Among the entries below, one stretch runs from the line that contains "index tip: (623, 293)" through the line that contains "pinky tip: (760, 339)". Repeat that stretch exactly, ends included, and only that.

DATA UNDER STUDY:
----
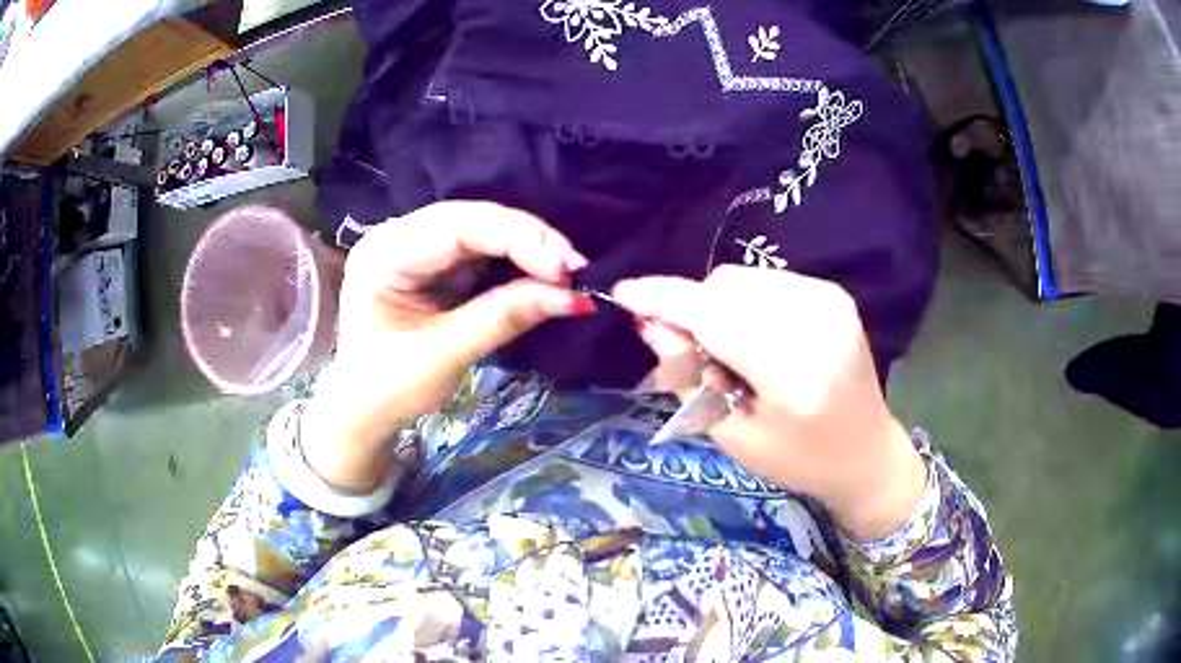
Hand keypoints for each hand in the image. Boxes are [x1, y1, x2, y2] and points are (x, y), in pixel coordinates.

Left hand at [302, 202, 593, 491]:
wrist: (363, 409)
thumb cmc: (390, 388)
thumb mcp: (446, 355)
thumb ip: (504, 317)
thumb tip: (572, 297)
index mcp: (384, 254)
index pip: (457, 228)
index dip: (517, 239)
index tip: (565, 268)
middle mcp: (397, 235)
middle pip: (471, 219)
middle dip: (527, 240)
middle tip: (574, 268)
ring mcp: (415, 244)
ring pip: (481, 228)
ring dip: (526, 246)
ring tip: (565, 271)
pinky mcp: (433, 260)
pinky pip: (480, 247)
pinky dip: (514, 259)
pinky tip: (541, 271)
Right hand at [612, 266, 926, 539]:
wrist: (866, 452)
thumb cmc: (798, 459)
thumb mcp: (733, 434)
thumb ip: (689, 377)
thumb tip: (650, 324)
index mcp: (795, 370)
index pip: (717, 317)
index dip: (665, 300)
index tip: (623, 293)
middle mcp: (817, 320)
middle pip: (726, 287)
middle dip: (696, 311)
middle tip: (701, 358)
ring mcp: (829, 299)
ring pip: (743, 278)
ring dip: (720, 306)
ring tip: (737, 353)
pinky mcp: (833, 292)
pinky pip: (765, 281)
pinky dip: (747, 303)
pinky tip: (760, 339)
----
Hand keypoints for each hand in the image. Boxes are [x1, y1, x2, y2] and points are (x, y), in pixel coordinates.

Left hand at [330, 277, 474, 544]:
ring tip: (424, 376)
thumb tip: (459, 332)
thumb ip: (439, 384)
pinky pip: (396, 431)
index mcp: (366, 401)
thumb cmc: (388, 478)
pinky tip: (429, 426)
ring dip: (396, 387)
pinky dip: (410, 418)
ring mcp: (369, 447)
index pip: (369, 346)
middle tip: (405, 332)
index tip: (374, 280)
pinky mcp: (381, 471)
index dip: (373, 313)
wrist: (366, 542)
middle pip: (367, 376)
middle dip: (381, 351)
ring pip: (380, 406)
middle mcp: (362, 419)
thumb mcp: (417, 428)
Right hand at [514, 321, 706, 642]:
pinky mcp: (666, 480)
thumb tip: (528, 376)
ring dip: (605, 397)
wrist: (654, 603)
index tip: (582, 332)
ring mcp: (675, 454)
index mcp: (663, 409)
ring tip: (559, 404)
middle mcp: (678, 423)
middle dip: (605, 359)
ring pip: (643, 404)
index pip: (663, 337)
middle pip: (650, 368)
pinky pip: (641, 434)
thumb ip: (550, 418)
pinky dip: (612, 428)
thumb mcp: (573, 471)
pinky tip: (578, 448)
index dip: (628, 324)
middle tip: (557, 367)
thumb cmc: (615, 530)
----
SOLUTION TO THE PROBLEM:
index tip: (623, 293)
middle mcp: (817, 320)
middle pip: (726, 287)
middle dip: (696, 311)
middle tip: (701, 358)
ring mcp: (829, 299)
ring pip: (743, 278)
ring dip: (720, 306)
ring tip: (737, 353)
pinky mcp: (833, 292)
pinky pip: (765, 281)
pinky dip: (747, 303)
pinky tip: (760, 339)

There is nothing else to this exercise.